China is not blameless in this pandemic. The initial suppression of information from doctors in Wuhan and the failure to lock down the city earlier, before the peak Chinese New Year travel period, may well have contributed to the global spread. The early actions of Chinese officials should be thoroughly investigated, and China should be held to account for any deliberate missteps or intentional cover-up.
But while China dithered in December and the first half of January, the US dithered in late January and all of February, when the facts were clearly known. The confirmation of that comes directly from Trump’s interviews with Woodward.
‘You just breathe the air and that’s how it’s passed’, Trump said to Woodward on 7 February. ‘It’s also more deadly than even your strenuous flus’, Trump added. ‘This is deadly stuff.’
Another takeaway from Woodward’s book, also highlighted by former national security adviser John Bolton and in many other accounts, is Trump’s infatuation with autocratic strongmen like North Korea’s Kim Jung-un, Russia’s Vladimir Putin, Turkey’s Recep Tayyip Erdogan and, of course, Xi Jinping.

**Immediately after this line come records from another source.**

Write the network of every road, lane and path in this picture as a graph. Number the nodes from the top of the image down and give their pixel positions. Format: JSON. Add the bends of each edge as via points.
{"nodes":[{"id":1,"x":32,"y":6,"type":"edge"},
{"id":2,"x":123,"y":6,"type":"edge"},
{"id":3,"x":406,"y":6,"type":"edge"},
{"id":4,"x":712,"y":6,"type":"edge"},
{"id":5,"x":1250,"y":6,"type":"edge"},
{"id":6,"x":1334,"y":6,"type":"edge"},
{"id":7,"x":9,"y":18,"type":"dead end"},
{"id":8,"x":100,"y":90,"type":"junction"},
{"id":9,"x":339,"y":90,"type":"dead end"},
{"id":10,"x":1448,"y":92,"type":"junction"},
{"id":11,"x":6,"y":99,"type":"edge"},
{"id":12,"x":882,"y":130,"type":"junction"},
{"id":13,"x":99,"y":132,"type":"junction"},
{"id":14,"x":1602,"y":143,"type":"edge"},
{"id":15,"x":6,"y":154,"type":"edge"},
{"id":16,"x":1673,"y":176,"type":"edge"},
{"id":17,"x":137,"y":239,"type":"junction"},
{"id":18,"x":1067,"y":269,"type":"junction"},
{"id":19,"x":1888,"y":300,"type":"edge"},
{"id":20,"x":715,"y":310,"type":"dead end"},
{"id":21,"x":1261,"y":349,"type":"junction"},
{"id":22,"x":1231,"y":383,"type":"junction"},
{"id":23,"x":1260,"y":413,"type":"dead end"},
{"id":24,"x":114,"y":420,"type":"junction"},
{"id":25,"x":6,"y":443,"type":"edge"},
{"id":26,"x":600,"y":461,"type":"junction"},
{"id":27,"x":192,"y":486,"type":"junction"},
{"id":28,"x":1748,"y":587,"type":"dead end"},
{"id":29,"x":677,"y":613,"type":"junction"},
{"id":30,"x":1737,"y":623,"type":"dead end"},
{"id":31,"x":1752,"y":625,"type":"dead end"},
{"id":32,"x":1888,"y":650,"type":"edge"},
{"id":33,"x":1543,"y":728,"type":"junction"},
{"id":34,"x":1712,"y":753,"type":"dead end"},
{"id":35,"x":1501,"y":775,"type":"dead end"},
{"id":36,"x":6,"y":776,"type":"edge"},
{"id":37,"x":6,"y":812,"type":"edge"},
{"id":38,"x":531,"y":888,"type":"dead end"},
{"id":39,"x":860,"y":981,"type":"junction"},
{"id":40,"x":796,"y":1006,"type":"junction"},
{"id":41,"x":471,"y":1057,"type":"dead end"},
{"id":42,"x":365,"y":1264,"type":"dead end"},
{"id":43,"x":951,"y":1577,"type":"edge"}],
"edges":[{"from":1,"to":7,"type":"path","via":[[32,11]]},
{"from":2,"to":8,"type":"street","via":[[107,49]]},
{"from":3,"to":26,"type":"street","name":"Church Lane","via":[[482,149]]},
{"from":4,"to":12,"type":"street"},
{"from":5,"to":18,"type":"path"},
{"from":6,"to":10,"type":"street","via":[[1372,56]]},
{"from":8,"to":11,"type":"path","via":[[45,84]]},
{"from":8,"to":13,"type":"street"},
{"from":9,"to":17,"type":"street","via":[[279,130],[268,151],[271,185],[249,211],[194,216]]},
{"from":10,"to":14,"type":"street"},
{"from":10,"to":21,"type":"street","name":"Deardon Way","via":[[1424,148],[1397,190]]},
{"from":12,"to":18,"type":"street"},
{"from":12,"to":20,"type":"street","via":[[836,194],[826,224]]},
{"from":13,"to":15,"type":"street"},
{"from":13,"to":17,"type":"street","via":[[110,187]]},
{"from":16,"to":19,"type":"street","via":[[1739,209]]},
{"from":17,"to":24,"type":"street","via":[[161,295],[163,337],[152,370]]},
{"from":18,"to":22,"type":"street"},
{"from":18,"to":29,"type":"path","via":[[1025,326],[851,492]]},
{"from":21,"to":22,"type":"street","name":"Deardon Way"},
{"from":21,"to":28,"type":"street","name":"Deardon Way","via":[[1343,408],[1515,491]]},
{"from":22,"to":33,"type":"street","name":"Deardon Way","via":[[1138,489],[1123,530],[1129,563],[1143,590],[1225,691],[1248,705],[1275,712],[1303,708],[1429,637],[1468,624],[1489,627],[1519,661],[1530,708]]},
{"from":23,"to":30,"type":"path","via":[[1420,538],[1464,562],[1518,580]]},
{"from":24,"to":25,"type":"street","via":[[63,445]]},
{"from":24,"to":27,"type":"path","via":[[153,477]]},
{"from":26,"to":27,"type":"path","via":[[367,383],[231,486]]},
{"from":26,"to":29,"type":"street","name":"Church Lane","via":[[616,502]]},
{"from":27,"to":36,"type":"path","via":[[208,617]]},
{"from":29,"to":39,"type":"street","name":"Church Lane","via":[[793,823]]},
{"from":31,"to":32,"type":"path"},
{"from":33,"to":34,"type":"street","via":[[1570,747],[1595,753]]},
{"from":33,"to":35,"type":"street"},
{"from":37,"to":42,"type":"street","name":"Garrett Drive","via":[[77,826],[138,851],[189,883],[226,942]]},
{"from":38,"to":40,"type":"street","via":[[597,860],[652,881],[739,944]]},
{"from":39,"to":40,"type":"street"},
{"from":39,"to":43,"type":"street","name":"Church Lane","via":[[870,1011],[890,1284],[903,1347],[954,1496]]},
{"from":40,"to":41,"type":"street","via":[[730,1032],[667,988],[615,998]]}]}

But Xi demonstrated how a strongman really acts in a crisis, assuming responsibility and instituting one of the world’s harshest lockdowns in Wuhan and other affected areas. If Trump had really wanted to emulate Xi, he might have declared a national emergency and ordered a lockdown of hard-hit cities and states. He could have invoked the Defense Production Act to ramp up manufacturing of ventilators, testing kits and personal protective equipment. He could have converted every government laboratory and every private one receiving federal funds into a coronavirus testing lab. He might have formed a massive civilian tracing corps, to track anyone infected and their close contacts.
A tough Wuhan-style lockdown would have elicited howls of objections and multiple court challenges and would likely have been overturned. But Trump could have portrayed himself as the tough guy willing to take the tough measures. And a strict lockdown after the first American coronavirus death at the end of February would probably have lasted two months and flattened the infection curve, allowing a reopening in May or June, as happened in China.
Now Wuhan is open, life has returned and schools have reopened. The city that was once synonymous with the virus and death just hosted a massive pool party with all the guests unmasked. The US, meanwhile, is recording 30,000 new cases and hundreds of deaths a day, with no end in sight.
As Trump campaigns for re-election, he continues to blame Xi and China for the toll the virus has inflicted on America. Instead, he should look in the mirror.
Keith B. Richburg, director of the Journalism and Media Studies Centre at the University of Hong Kong, spent more than 20 years overseas for the Washington Post, serving as bureau chief in Beijing, Hong Kong, Jakarta, Manila, Nairobi and Paris, as well as New York City. He also was the Post’s foreign editor from 2005 to 2007.
This article first appeared at the Australian Strategic Policy Institute.